Work to be completed:
Images aside, return all the entries exactly.

[Records from a data collection]
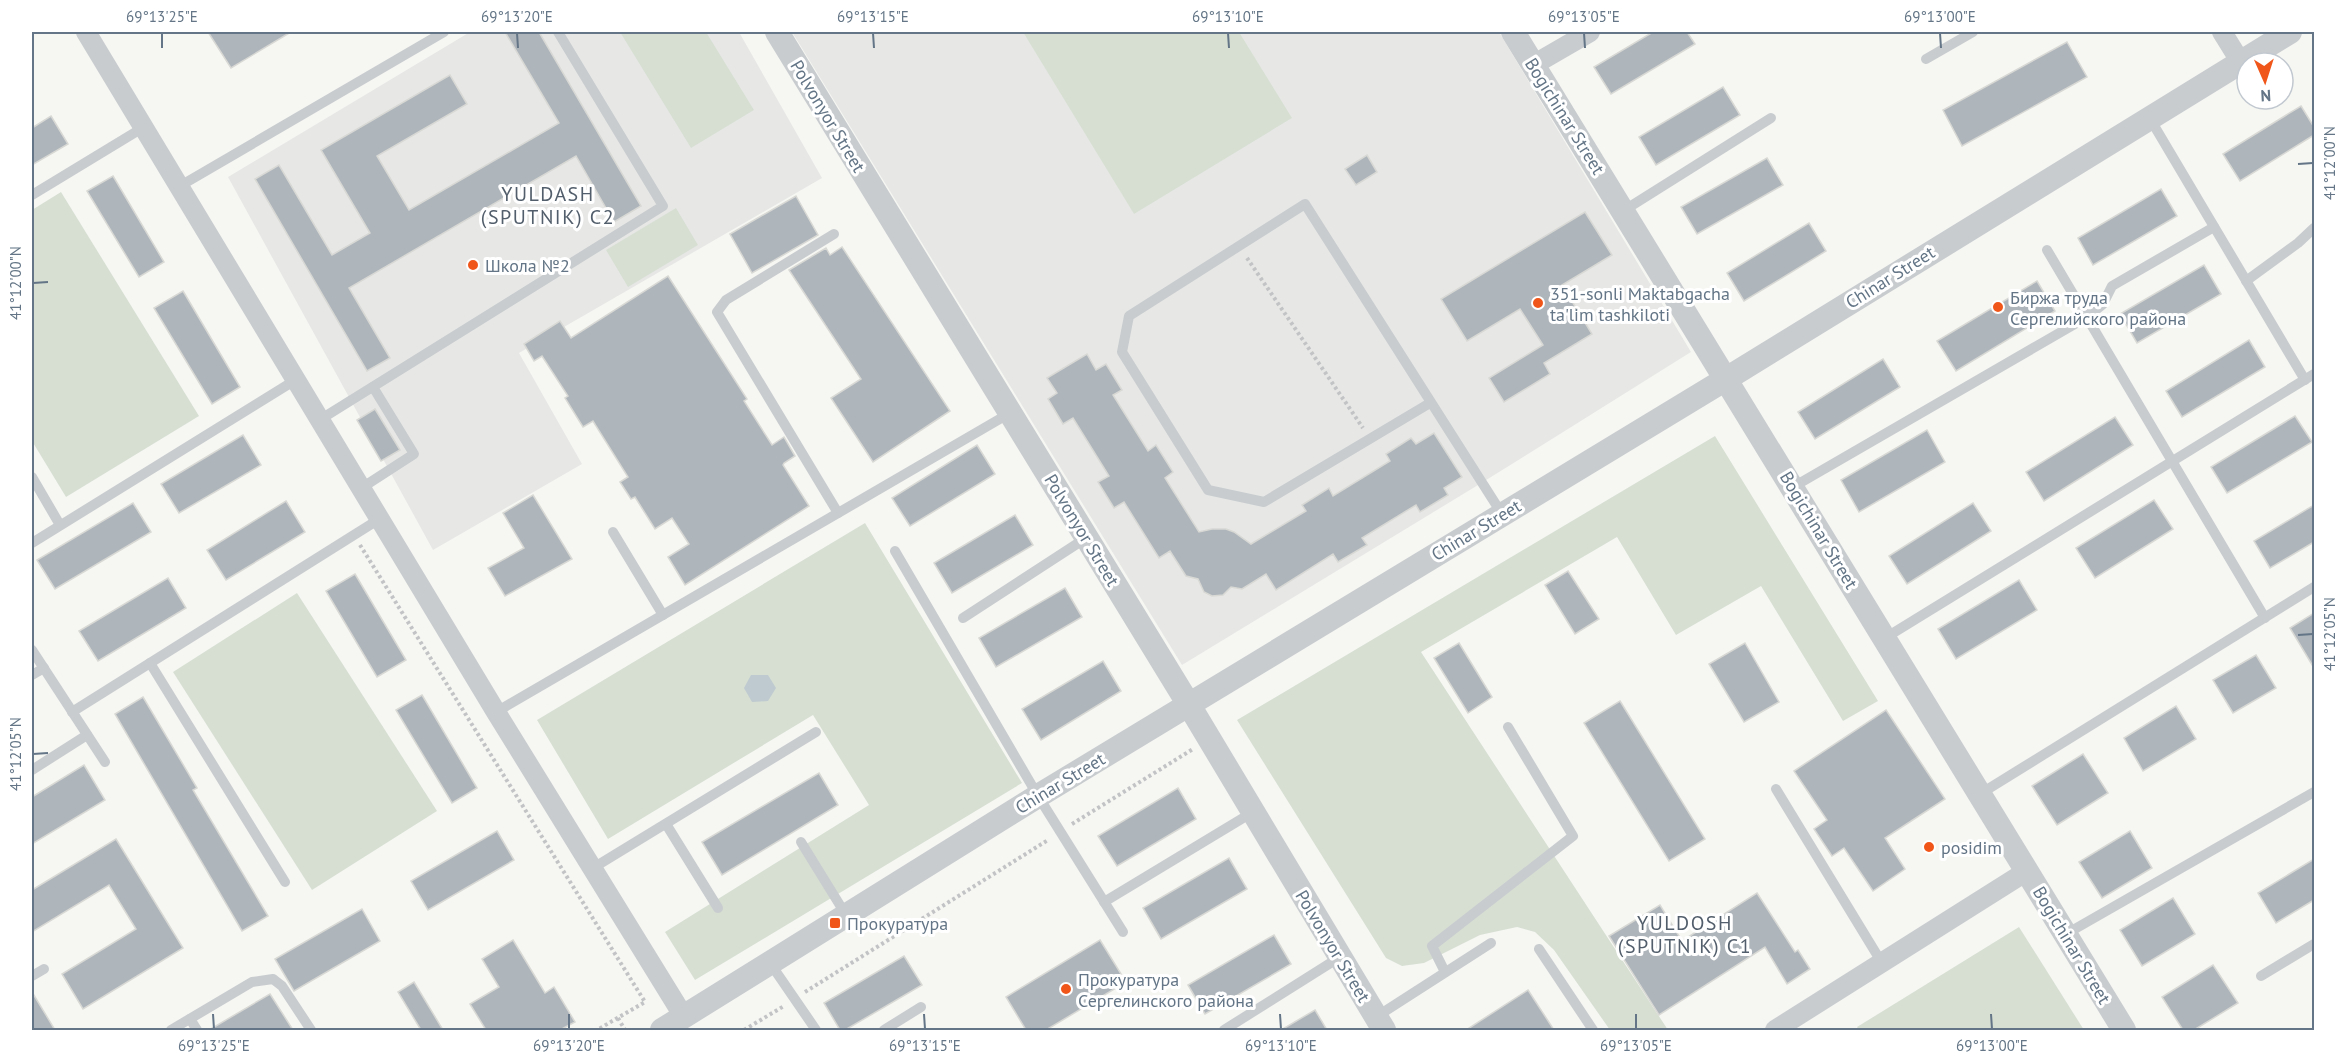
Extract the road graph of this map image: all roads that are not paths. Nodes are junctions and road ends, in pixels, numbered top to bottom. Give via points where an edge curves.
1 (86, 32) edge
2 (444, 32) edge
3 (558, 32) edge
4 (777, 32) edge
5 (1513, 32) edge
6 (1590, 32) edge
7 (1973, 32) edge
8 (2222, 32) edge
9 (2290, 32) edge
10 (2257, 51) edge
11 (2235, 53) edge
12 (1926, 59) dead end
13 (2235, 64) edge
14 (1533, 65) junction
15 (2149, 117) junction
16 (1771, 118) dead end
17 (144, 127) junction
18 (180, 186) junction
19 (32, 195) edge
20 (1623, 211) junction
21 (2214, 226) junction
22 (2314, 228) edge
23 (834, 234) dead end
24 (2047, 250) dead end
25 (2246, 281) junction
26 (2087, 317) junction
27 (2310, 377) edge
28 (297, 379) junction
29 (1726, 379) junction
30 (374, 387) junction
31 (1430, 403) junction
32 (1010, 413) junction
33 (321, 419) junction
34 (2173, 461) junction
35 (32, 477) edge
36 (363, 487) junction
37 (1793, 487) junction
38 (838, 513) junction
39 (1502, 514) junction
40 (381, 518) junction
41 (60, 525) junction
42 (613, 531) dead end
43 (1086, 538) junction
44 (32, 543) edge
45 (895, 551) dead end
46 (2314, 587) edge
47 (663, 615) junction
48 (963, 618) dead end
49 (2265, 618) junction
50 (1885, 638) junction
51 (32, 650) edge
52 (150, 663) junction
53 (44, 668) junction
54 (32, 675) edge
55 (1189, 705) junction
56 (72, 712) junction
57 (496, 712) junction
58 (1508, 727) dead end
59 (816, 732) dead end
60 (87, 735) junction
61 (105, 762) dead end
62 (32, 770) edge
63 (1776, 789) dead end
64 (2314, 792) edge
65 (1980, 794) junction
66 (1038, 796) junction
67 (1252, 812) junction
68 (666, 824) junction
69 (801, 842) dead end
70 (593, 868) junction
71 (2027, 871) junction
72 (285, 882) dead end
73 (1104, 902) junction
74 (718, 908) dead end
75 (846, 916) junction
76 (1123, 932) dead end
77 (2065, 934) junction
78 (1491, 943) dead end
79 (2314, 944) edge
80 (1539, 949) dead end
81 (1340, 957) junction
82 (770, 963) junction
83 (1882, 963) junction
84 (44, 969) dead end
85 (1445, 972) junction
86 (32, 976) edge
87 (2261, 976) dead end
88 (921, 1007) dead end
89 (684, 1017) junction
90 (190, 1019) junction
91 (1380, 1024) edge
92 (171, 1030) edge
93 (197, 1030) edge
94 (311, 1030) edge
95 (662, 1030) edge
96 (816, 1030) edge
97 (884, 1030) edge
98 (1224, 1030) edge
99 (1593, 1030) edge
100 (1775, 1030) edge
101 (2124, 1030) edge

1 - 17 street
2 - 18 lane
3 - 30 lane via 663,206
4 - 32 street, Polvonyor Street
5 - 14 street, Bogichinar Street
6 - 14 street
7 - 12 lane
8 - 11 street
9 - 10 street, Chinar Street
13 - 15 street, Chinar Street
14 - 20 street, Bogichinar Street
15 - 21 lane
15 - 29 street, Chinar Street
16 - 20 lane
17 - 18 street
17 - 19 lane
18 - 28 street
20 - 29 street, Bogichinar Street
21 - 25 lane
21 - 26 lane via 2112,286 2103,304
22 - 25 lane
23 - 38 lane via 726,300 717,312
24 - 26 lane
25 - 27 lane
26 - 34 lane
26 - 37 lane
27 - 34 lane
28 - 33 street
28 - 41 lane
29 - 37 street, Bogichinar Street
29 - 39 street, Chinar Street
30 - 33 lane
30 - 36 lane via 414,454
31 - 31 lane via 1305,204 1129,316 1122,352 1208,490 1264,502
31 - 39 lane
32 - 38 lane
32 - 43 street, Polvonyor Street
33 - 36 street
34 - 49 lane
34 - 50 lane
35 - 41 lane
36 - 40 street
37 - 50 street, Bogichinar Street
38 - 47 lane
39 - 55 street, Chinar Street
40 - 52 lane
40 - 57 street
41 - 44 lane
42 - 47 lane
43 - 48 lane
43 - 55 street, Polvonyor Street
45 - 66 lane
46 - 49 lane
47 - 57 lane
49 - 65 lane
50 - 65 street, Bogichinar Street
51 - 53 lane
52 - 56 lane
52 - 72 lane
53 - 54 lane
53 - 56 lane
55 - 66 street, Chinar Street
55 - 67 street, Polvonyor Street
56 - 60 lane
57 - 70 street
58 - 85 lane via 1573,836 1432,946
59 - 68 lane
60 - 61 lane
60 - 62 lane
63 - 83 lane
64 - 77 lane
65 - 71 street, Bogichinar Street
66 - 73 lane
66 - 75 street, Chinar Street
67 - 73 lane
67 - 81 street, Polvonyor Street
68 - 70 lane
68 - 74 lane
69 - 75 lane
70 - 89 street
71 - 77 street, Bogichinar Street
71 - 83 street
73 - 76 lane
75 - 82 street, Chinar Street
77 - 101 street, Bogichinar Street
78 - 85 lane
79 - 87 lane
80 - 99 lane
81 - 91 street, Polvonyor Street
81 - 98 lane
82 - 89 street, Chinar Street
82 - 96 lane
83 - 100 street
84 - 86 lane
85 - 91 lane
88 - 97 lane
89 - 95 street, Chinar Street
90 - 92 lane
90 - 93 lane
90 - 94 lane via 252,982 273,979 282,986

Task answer:
Extract the road graph of this map image: all roads that are not paths. Nodes are junctions and road ends, in pixels, numbered top to bottom. Give via points where an edge curves.
1 (86, 32) edge
2 (444, 32) edge
3 (558, 32) edge
4 (777, 32) edge
5 (1513, 32) edge
6 (1590, 32) edge
7 (1973, 32) edge
8 (2222, 32) edge
9 (2290, 32) edge
10 (2257, 51) edge
11 (2235, 53) edge
12 (1926, 59) dead end
13 (2235, 64) edge
14 (1533, 65) junction
15 (2149, 117) junction
16 (1771, 118) dead end
17 (144, 127) junction
18 (180, 186) junction
19 (32, 195) edge
20 (1623, 211) junction
21 (2214, 226) junction
22 (2314, 228) edge
23 (834, 234) dead end
24 (2047, 250) dead end
25 (2246, 281) junction
26 (2087, 317) junction
27 (2310, 377) edge
28 (297, 379) junction
29 (1726, 379) junction
30 (374, 387) junction
31 (1430, 403) junction
32 (1010, 413) junction
33 (321, 419) junction
34 (2173, 461) junction
35 (32, 477) edge
36 (363, 487) junction
37 (1793, 487) junction
38 (838, 513) junction
39 (1502, 514) junction
40 (381, 518) junction
41 (60, 525) junction
42 (613, 531) dead end
43 (1086, 538) junction
44 (32, 543) edge
45 (895, 551) dead end
46 (2314, 587) edge
47 (663, 615) junction
48 (963, 618) dead end
49 (2265, 618) junction
50 (1885, 638) junction
51 (32, 650) edge
52 (150, 663) junction
53 (44, 668) junction
54 (32, 675) edge
55 (1189, 705) junction
56 (72, 712) junction
57 (496, 712) junction
58 (1508, 727) dead end
59 (816, 732) dead end
60 (87, 735) junction
61 (105, 762) dead end
62 (32, 770) edge
63 (1776, 789) dead end
64 (2314, 792) edge
65 (1980, 794) junction
66 (1038, 796) junction
67 (1252, 812) junction
68 (666, 824) junction
69 (801, 842) dead end
70 (593, 868) junction
71 (2027, 871) junction
72 (285, 882) dead end
73 (1104, 902) junction
74 (718, 908) dead end
75 (846, 916) junction
76 (1123, 932) dead end
77 (2065, 934) junction
78 (1491, 943) dead end
79 (2314, 944) edge
80 (1539, 949) dead end
81 (1340, 957) junction
82 (770, 963) junction
83 (1882, 963) junction
84 (44, 969) dead end
85 (1445, 972) junction
86 (32, 976) edge
87 (2261, 976) dead end
88 (921, 1007) dead end
89 (684, 1017) junction
90 (190, 1019) junction
91 (1380, 1024) edge
92 (171, 1030) edge
93 (197, 1030) edge
94 (311, 1030) edge
95 (662, 1030) edge
96 (816, 1030) edge
97 (884, 1030) edge
98 (1224, 1030) edge
99 (1593, 1030) edge
100 (1775, 1030) edge
101 (2124, 1030) edge

1 - 17 street
2 - 18 lane
3 - 30 lane via 663,206
4 - 32 street, Polvonyor Street
5 - 14 street, Bogichinar Street
6 - 14 street
7 - 12 lane
8 - 11 street
9 - 10 street, Chinar Street
13 - 15 street, Chinar Street
14 - 20 street, Bogichinar Street
15 - 21 lane
15 - 29 street, Chinar Street
16 - 20 lane
17 - 18 street
17 - 19 lane
18 - 28 street
20 - 29 street, Bogichinar Street
21 - 25 lane
21 - 26 lane via 2112,286 2103,304
22 - 25 lane
23 - 38 lane via 726,300 717,312
24 - 26 lane
25 - 27 lane
26 - 34 lane
26 - 37 lane
27 - 34 lane
28 - 33 street
28 - 41 lane
29 - 37 street, Bogichinar Street
29 - 39 street, Chinar Street
30 - 33 lane
30 - 36 lane via 414,454
31 - 31 lane via 1305,204 1129,316 1122,352 1208,490 1264,502
31 - 39 lane
32 - 38 lane
32 - 43 street, Polvonyor Street
33 - 36 street
34 - 49 lane
34 - 50 lane
35 - 41 lane
36 - 40 street
37 - 50 street, Bogichinar Street
38 - 47 lane
39 - 55 street, Chinar Street
40 - 52 lane
40 - 57 street
41 - 44 lane
42 - 47 lane
43 - 48 lane
43 - 55 street, Polvonyor Street
45 - 66 lane
46 - 49 lane
47 - 57 lane
49 - 65 lane
50 - 65 street, Bogichinar Street
51 - 53 lane
52 - 56 lane
52 - 72 lane
53 - 54 lane
53 - 56 lane
55 - 66 street, Chinar Street
55 - 67 street, Polvonyor Street
56 - 60 lane
57 - 70 street
58 - 85 lane via 1573,836 1432,946
59 - 68 lane
60 - 61 lane
60 - 62 lane
63 - 83 lane
64 - 77 lane
65 - 71 street, Bogichinar Street
66 - 73 lane
66 - 75 street, Chinar Street
67 - 73 lane
67 - 81 street, Polvonyor Street
68 - 70 lane
68 - 74 lane
69 - 75 lane
70 - 89 street
71 - 77 street, Bogichinar Street
71 - 83 street
73 - 76 lane
75 - 82 street, Chinar Street
77 - 101 street, Bogichinar Street
78 - 85 lane
79 - 87 lane
80 - 99 lane
81 - 91 street, Polvonyor Street
81 - 98 lane
82 - 89 street, Chinar Street
82 - 96 lane
83 - 100 street
84 - 86 lane
85 - 91 lane
88 - 97 lane
89 - 95 street, Chinar Street
90 - 92 lane
90 - 93 lane
90 - 94 lane via 252,982 273,979 282,986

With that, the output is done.